The lecture will take place at the UAB Hill Student Center Alumni Theater, 1400 University Blvd., Wednesday, Jan. 31, from 4-5:30 p.m. The event is free and open to the public.

The book chronicles the story of Caliph Washington, a 17-year-old from Bessemer, Alabama, who was charged with capital murder in 1957 for the accidental shooting of a Lipscomb, Alabama, police officer. Washington was convicted and sentenced to death. The Alabama Supreme Court later overturned the conviction. He was tried and convicted two more times. 

Washington’s execution was commuted multiple times by then-Gov. George Wallace. He eventually won his own release, only to be arrested again and held for re-prosecution. He was in jail for an additional five years awaiting his third trial, in which he was convicted again. The state Supreme Court overturned the conviction a third time. Washington was released from prison again in 1971.

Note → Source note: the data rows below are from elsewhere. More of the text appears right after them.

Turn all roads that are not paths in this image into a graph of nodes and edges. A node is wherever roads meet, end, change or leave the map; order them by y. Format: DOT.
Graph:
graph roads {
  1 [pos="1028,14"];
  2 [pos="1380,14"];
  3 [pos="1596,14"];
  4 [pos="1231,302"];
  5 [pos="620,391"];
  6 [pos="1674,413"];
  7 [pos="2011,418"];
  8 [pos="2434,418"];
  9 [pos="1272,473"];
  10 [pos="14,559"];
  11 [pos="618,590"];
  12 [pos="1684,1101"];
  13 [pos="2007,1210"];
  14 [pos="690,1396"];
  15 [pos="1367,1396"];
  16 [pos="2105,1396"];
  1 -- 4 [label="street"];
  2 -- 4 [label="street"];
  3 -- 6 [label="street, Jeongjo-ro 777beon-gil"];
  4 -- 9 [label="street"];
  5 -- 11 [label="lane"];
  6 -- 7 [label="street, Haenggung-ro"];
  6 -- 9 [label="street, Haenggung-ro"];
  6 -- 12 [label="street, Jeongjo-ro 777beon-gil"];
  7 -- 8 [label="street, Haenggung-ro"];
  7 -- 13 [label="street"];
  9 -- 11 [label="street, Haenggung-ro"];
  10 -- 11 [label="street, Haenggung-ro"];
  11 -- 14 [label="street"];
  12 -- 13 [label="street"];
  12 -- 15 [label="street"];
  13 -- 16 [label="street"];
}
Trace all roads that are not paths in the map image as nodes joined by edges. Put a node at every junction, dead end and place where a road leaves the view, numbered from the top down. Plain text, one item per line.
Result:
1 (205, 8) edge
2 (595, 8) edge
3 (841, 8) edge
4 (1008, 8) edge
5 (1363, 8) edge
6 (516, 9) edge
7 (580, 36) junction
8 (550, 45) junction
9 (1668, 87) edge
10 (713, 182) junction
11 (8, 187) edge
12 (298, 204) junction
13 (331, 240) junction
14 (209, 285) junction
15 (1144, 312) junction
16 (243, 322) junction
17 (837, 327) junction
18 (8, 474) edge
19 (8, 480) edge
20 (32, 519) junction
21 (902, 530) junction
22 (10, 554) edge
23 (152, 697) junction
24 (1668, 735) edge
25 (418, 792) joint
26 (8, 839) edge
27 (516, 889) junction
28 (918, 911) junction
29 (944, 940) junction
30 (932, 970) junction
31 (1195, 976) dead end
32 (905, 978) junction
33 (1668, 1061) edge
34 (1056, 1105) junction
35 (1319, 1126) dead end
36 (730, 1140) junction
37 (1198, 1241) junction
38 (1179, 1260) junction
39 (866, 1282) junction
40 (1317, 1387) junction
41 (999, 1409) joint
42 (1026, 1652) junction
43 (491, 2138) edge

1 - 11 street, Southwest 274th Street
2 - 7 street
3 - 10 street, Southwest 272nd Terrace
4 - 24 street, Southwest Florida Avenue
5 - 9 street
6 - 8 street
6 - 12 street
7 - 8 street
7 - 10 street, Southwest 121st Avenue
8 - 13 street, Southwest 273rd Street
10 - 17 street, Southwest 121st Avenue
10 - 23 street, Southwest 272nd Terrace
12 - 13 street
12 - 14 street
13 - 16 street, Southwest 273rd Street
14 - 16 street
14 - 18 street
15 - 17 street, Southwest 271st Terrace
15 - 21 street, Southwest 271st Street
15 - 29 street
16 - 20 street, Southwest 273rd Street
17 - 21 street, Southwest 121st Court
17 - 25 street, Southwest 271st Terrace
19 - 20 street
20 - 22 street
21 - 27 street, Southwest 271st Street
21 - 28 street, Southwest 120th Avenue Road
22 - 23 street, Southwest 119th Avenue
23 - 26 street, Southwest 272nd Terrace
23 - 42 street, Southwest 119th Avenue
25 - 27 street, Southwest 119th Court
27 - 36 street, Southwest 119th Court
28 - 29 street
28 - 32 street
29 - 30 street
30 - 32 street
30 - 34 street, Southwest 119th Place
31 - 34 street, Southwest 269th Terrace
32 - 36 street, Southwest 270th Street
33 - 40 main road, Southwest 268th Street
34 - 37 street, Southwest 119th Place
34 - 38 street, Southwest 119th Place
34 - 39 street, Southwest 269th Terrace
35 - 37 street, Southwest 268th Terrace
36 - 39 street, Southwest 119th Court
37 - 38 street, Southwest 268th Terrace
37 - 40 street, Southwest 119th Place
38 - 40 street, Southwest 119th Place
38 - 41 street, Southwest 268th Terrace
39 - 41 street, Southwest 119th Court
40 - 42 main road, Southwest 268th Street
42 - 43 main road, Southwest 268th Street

Bass is a professor and chair of the Department of History at Samford University. His book “Blessed Are the Peacemakers: Martin Luther King Jr., Eight White Religious Leaders, and the ‘Letter from Birmingham Jail’” were nominated for the Pulitzer Prize.

The lecture is part of the UAB Department of History “Telling Difficult Histories” series sponsored by the Rita C. Kimerling Public History Endowment.